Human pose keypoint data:
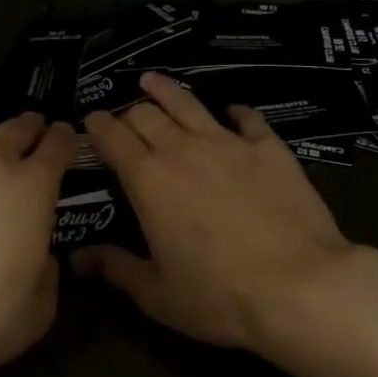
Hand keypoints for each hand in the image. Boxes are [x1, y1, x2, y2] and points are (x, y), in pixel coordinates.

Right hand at [78, 73, 359, 354]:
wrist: (299, 285)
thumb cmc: (220, 296)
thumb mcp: (158, 294)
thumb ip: (116, 269)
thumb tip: (78, 258)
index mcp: (147, 179)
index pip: (112, 136)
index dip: (97, 125)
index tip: (90, 120)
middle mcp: (182, 149)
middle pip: (146, 113)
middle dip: (129, 111)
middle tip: (125, 119)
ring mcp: (227, 141)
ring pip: (188, 102)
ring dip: (165, 90)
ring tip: (152, 81)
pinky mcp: (266, 145)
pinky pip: (245, 116)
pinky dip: (233, 112)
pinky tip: (232, 112)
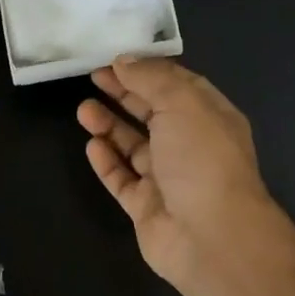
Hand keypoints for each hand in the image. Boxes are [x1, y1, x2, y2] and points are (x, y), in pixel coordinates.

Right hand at [77, 56, 276, 290]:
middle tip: (93, 77)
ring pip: (134, 146)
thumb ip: (151, 79)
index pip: (178, 85)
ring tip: (83, 110)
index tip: (116, 59)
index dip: (148, 70)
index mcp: (210, 118)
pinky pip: (123, 179)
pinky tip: (92, 146)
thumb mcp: (182, 103)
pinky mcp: (146, 207)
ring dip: (110, 126)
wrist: (211, 237)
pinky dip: (107, 162)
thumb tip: (125, 61)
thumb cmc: (202, 159)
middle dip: (124, 94)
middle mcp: (191, 146)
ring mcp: (168, 179)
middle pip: (153, 113)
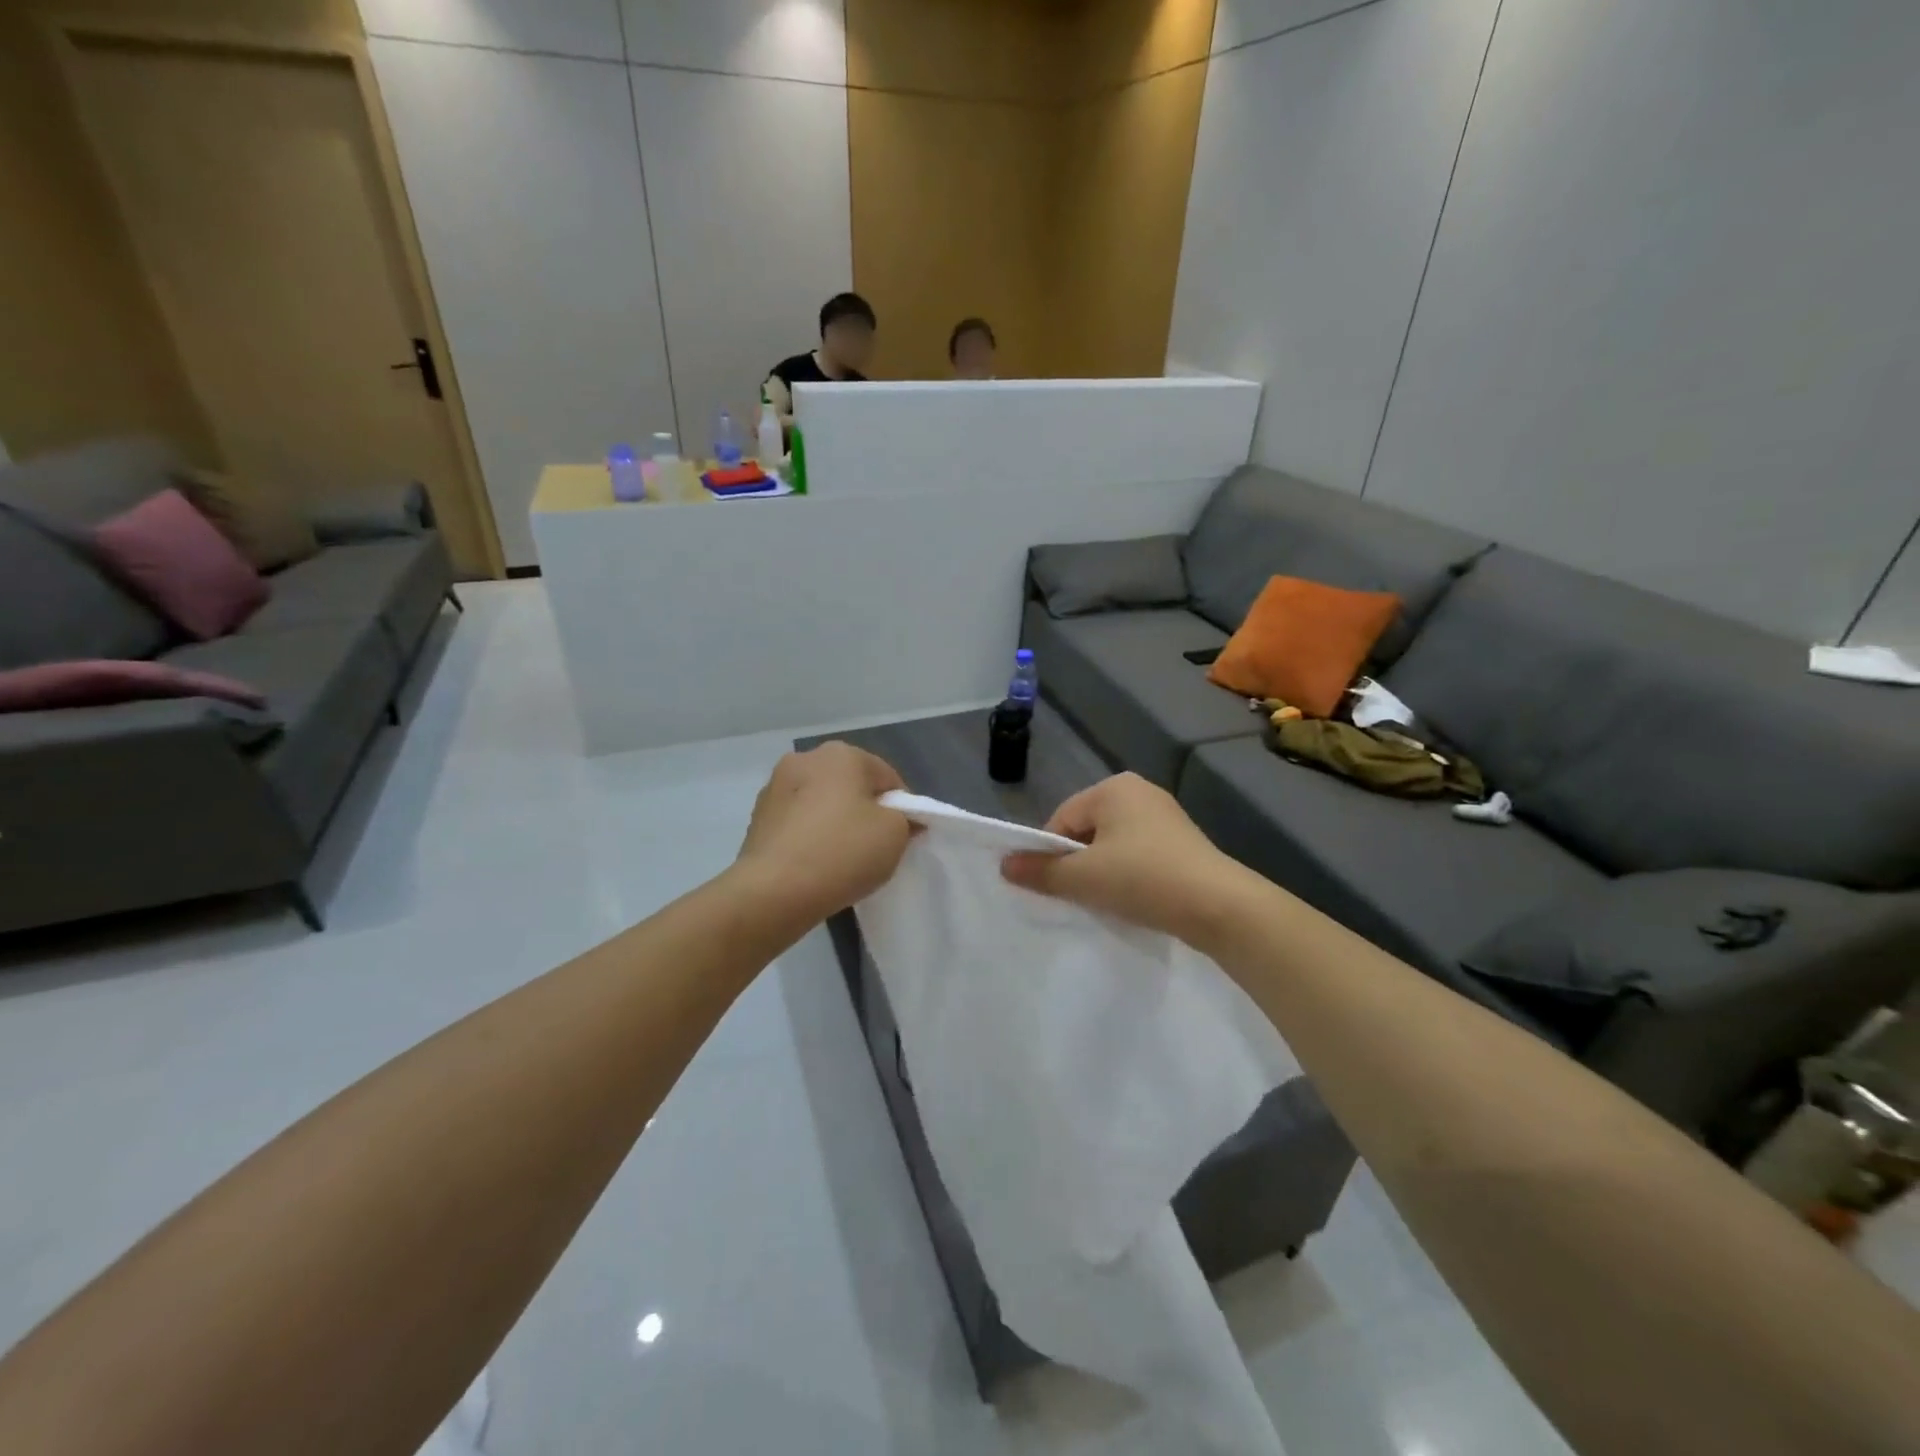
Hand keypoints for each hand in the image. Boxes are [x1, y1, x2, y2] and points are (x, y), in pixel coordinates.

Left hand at [735, 743, 912, 921]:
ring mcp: (775, 787)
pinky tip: (815, 864)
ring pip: (821, 803)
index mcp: (841, 754)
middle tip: (875, 847)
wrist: (773, 891)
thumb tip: (900, 818)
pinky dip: (810, 836)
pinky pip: (798, 823)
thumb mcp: (896, 834)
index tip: (904, 837)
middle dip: (865, 811)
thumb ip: (906, 819)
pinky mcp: (757, 817)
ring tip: (842, 860)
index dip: (902, 808)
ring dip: (835, 822)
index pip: (887, 778)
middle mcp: (804, 759)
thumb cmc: (843, 852)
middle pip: (851, 785)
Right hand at [1001, 773, 1253, 946]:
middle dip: (1078, 863)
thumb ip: (1041, 871)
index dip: (1050, 853)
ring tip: (1107, 901)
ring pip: (1113, 844)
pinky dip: (1128, 875)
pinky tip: (1133, 899)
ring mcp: (1165, 816)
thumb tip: (1004, 865)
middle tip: (1079, 896)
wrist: (1220, 906)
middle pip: (1087, 829)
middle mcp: (1139, 791)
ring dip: (1102, 871)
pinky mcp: (1182, 842)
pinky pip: (1138, 854)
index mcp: (1114, 788)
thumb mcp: (1084, 878)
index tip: (1054, 886)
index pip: (1062, 818)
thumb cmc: (1143, 879)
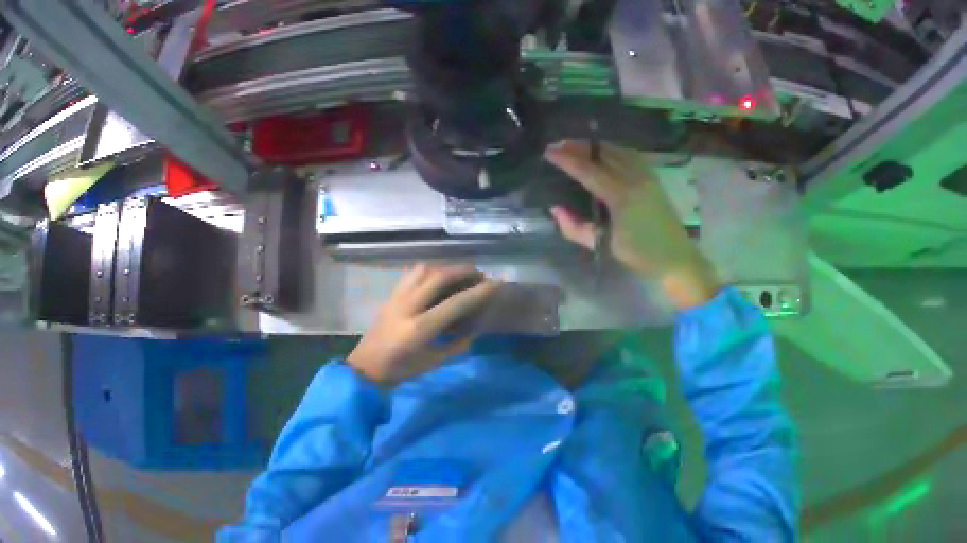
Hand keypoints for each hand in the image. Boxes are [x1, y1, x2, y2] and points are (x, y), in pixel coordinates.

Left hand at [347, 264, 500, 387]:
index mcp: (420, 328)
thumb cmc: (401, 370)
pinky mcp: (390, 296)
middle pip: (440, 277)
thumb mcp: (433, 362)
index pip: (456, 303)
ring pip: (423, 269)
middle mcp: (408, 306)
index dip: (479, 292)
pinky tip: (435, 279)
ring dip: (445, 268)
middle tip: (479, 275)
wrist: (366, 367)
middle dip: (463, 271)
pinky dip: (428, 271)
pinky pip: (410, 274)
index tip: (496, 284)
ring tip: (458, 275)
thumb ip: (456, 345)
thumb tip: (474, 329)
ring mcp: (397, 298)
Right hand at [544, 140, 720, 308]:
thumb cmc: (640, 255)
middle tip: (557, 146)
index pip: (587, 170)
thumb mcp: (605, 245)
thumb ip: (576, 228)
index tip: (548, 152)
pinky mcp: (653, 177)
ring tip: (576, 147)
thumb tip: (556, 209)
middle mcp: (634, 178)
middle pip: (602, 153)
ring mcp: (646, 175)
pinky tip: (603, 153)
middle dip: (578, 147)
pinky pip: (629, 154)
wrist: (676, 257)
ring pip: (616, 149)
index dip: (566, 159)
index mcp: (621, 196)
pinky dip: (612, 150)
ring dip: (594, 146)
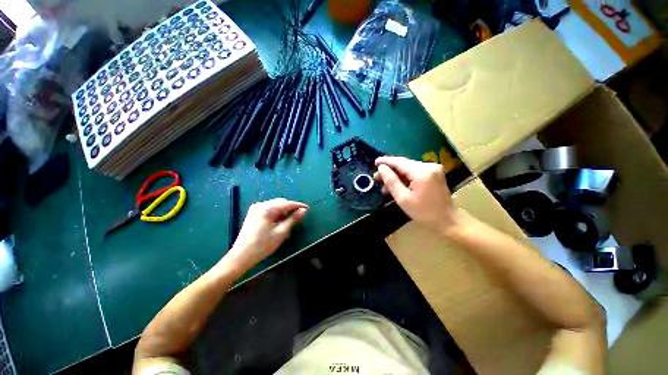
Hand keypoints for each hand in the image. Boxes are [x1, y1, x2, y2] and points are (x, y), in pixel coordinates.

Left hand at [224, 198, 307, 270]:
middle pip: (281, 203)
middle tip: (300, 218)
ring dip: (284, 213)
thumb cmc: (263, 245)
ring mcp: (256, 209)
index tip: (308, 209)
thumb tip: (304, 210)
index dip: (298, 206)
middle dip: (291, 209)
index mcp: (267, 208)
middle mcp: (261, 205)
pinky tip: (280, 224)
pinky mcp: (254, 214)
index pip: (287, 203)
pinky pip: (269, 211)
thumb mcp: (281, 232)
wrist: (241, 256)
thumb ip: (293, 219)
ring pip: (275, 207)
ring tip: (290, 223)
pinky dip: (277, 215)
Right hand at [375, 156, 458, 233]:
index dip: (385, 162)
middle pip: (404, 164)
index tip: (374, 162)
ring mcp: (433, 169)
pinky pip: (415, 172)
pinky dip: (405, 178)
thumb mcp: (403, 198)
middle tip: (376, 178)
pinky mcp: (434, 174)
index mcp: (422, 172)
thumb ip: (391, 181)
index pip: (399, 162)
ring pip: (408, 168)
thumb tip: (381, 168)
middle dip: (389, 171)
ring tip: (385, 186)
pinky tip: (397, 186)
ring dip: (396, 176)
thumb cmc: (424, 212)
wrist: (447, 220)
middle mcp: (429, 166)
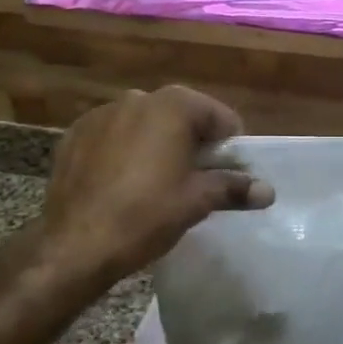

**WORK TO COMPLETE**
What are the lines above from the one with "thumb tip: (1004, 865)" to the one with "ring mcp: (433, 169)", both included? Reproduce them exactly, without pictures.

**ANSWER TO THIS EXERCISE**
thumb tip: (1004, 865)
middle tip: (1079, 896)
wrist: (1220, 906)
middle pip: (1087, 829)
middle mcp: (1139, 791)
ring dip: (1102, 871)
pinky mcp: (1182, 842)
pinky pip: (1138, 854)
index mcp: (1114, 788)
thumb mcp: (1084, 878)
index tip: (1054, 886)
index pip: (1062, 818)
thumb cmc: (1143, 879)
Hand keypoints for each hand in the image. Boxes are [x1, y1, x2, y2] and points are (x, y), in pixel coordinates.

Left hand at [347, 264, 500, 387]:
index mcp: (420, 328)
thumb cmc: (401, 370)
pinky mcp: (390, 296)
middle pip: (440, 277)
thumb mcp: (433, 362)
index pip: (456, 303)
ring pip: (423, 269)
middle mcp: (408, 306)
index dip: (479, 292)
pinky tip: (435, 279)
ring dip: (445, 268)
middle tip: (479, 275)
wrist: (366, 367)
middle dip: (463, 271)
pinky dip: (428, 271)
pinky pip: (410, 274)
index tip: (496, 284)
ring tip: (458, 275)
thumb ip: (456, 345)
thumb tip: (474, 329)
ring mcp: (397, 298)
Right hand at [544, 140, 720, 308]:
thumb cmc: (640, 255)
middle tip: (557, 146)
index pip: (587, 170)
thumb mcp: (605, 245)
thumb ip: (576, 228)
index tip: (548, 152)
pinky mcp: (653, 177)
ring tip: (576, 147)
thumb tip: (556, 209)
middle mcp: (634, 178)
middle pip: (602, 153)
ring mcp: (646, 175)
pinky tip: (603, 153)
middle dip: (578, 147)
pinky pip: (629, 154)
wrist: (676, 257)
ring pip: (616, 149)
index dip: (566, 159)
index mcp: (621, 196)
pinky dip: (612, 150)
ring dip: (594, 146)
Hand keypoints for each hand in the image. Boxes are [x1, y1, x2, y2] and points are (x, y), in pixel coordinates.

Left hand at [224, 198, 307, 270]:
middle pip: (281, 203)
middle tip: (300, 218)
ring dip: (284, 213)
thumb cmc: (263, 245)
ring mcp: (256, 209)
index tip: (308, 209)
thumb tip: (304, 210)
index dip: (298, 206)
middle dip: (291, 209)
index mcp: (267, 208)
middle mcp: (261, 205)
pinky tip: (280, 224)
pinky mcp: (254, 214)
index pip: (287, 203)
pinky pip: (269, 211)
thumb mcp: (281, 232)
wrist: (241, 256)
thumb ip: (293, 219)
ring pip: (275, 207)
ring tip: (290, 223)
pinky dip: (277, 215)
Right hand at [375, 156, 458, 233]:
index dip: (385, 162)
middle pip: (404, 164)
index tip: (374, 162)
ring mcp: (433, 169)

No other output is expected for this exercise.